(Dataset extract begins)

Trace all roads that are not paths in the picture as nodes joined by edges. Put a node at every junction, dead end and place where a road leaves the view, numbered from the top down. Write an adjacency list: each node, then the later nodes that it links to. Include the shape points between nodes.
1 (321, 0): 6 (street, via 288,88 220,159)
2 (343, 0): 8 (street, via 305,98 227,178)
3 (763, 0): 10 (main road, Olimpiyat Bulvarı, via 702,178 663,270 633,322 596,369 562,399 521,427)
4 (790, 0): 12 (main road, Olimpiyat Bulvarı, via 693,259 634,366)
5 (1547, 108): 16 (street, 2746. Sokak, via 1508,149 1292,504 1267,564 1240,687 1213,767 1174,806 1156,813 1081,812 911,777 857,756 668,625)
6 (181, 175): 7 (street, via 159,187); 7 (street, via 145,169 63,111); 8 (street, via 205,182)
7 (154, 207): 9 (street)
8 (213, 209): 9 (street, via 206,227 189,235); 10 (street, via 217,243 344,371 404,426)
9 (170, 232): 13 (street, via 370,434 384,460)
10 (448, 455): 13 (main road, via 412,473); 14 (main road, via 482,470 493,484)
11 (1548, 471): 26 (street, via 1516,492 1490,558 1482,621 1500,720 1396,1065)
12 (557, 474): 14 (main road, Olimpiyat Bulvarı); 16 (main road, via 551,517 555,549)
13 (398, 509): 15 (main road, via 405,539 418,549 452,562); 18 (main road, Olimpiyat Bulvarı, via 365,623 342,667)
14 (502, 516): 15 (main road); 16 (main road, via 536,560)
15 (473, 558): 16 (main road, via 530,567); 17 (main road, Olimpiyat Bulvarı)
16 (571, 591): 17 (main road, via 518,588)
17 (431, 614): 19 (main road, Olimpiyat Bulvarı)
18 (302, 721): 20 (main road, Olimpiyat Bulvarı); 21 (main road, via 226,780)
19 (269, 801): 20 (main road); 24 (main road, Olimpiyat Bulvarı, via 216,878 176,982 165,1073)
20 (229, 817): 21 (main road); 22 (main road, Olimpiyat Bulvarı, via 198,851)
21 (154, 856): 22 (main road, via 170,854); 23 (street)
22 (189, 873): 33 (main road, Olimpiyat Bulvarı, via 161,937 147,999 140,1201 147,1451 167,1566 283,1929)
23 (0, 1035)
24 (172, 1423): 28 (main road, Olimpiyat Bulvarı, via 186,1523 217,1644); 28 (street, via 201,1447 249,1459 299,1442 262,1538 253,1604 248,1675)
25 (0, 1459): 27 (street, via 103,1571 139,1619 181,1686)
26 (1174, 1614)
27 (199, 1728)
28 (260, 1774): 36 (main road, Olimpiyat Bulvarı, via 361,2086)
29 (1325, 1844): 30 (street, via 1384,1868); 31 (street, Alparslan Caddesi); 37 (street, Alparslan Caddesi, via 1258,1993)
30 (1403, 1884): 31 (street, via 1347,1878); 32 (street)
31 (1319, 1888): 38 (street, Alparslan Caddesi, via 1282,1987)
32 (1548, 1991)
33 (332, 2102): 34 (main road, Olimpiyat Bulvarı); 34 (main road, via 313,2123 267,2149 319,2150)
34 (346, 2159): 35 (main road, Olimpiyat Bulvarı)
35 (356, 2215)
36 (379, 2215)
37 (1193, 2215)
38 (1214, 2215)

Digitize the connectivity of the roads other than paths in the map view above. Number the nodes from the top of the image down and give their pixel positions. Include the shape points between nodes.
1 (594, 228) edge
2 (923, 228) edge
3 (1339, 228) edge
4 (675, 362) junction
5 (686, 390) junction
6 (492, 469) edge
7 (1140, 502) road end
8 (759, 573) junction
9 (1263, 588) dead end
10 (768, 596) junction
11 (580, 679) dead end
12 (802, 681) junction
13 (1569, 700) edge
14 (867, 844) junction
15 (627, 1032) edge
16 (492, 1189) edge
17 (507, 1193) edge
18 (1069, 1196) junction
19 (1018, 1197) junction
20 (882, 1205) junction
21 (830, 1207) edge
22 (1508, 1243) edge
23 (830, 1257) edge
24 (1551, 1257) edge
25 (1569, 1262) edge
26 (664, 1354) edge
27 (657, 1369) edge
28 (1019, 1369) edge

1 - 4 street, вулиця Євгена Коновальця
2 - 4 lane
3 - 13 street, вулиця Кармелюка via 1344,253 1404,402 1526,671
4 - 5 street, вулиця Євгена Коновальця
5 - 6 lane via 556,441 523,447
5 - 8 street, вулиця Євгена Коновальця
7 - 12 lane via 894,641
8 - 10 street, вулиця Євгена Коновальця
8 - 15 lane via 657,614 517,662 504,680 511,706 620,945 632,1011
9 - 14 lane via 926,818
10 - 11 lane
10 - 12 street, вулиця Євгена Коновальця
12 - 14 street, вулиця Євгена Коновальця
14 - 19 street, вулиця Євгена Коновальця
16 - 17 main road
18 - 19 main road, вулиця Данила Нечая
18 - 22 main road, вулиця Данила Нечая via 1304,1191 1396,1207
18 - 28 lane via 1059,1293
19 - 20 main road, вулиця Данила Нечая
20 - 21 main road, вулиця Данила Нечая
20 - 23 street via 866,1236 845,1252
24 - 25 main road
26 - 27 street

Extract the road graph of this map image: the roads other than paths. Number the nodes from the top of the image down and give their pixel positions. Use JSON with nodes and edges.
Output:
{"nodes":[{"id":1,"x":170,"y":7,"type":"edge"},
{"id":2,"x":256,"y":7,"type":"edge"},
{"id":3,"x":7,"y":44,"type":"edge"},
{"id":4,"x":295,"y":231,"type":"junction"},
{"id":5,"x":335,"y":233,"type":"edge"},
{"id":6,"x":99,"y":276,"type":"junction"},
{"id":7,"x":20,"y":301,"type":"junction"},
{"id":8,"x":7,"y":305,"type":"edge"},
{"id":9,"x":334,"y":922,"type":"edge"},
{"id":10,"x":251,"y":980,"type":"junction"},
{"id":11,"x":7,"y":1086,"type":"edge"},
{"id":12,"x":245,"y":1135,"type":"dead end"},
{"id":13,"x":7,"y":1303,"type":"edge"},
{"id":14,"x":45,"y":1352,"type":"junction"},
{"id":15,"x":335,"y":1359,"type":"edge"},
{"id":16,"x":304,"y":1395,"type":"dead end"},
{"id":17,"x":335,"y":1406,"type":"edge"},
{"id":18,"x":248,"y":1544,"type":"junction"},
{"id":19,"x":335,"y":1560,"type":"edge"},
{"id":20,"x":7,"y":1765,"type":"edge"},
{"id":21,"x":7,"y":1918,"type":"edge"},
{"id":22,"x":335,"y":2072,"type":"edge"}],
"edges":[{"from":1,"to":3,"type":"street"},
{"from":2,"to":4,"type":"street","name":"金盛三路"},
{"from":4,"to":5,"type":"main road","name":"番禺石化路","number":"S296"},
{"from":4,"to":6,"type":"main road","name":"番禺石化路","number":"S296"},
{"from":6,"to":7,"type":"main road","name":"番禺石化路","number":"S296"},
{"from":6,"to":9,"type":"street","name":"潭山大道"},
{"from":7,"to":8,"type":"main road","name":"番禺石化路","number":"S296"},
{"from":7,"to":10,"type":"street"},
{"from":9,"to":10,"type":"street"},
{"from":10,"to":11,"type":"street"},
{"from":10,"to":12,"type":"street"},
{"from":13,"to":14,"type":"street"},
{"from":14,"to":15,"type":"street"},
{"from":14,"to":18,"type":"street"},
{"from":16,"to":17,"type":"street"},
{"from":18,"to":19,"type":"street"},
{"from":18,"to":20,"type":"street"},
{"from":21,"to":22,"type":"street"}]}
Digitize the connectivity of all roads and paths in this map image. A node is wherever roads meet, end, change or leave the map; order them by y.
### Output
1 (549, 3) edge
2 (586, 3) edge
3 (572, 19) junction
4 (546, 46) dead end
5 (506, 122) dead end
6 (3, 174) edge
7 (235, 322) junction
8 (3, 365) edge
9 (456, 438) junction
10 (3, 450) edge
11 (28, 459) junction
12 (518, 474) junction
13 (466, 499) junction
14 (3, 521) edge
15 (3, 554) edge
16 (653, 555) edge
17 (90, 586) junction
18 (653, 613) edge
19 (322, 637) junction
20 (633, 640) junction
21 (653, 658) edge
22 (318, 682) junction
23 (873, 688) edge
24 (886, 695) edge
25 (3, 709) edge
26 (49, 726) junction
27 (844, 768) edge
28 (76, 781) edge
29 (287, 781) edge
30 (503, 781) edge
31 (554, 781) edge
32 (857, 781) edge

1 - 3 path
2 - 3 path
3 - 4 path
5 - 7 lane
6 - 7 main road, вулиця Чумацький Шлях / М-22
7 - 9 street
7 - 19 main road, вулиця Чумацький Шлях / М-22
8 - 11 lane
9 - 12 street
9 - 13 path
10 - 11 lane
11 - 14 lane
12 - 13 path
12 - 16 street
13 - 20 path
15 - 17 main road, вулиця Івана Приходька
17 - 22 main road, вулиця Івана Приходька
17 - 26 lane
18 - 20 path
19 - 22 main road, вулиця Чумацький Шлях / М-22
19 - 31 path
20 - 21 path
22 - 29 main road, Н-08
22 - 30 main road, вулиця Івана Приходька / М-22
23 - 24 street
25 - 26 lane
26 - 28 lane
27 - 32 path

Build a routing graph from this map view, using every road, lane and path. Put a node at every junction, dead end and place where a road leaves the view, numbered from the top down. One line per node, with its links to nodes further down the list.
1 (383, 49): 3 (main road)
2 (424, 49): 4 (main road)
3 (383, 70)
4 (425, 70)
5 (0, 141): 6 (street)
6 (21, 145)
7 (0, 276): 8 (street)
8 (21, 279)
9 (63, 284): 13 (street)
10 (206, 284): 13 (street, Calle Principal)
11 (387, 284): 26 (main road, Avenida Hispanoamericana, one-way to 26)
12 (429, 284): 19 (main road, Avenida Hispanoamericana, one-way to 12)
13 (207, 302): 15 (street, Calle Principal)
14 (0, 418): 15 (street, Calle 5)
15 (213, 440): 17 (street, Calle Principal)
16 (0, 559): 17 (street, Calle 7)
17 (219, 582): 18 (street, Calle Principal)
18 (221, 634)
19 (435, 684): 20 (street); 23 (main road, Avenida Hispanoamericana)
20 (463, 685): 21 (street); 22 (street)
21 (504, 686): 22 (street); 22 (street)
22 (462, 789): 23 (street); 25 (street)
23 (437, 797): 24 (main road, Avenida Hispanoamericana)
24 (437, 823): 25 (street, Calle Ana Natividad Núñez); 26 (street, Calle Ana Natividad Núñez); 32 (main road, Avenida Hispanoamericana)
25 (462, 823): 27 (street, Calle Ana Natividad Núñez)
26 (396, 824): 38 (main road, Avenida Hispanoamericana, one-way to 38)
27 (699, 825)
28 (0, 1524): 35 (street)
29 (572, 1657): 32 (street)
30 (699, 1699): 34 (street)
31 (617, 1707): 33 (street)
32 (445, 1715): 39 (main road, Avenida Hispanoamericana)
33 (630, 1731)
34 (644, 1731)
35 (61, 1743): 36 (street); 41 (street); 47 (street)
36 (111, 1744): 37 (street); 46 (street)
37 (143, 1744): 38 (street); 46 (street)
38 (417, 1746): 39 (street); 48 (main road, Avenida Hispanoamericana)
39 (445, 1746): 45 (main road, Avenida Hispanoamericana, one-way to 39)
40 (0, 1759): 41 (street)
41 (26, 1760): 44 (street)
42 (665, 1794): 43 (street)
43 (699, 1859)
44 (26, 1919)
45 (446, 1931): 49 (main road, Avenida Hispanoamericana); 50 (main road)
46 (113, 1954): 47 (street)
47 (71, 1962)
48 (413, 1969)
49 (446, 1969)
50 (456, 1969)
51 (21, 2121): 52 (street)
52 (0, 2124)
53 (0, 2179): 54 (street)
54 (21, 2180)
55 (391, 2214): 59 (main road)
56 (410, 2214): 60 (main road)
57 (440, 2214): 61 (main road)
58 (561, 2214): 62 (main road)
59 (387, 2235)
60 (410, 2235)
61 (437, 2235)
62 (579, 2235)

(Dataset extract ends)

■ What the task requires ■
In the records above, each line with the string "name" should be copied.

■ Response below ■
{"from":2,"to":4,"type":"street","name":"金盛三路"},
{"from":4,"to":5,"type":"main road","name":"番禺石化路","number":"S296"},
{"from":4,"to":6,"type":"main road","name":"番禺石化路","number":"S296"},
{"from":6,"to":7,"type":"main road","name":"番禺石化路","number":"S296"},
{"from":6,"to":9,"type":"street","name":"潭山大道"},
{"from":7,"to":8,"type":"main road","name":"番禺石化路","number":"S296"},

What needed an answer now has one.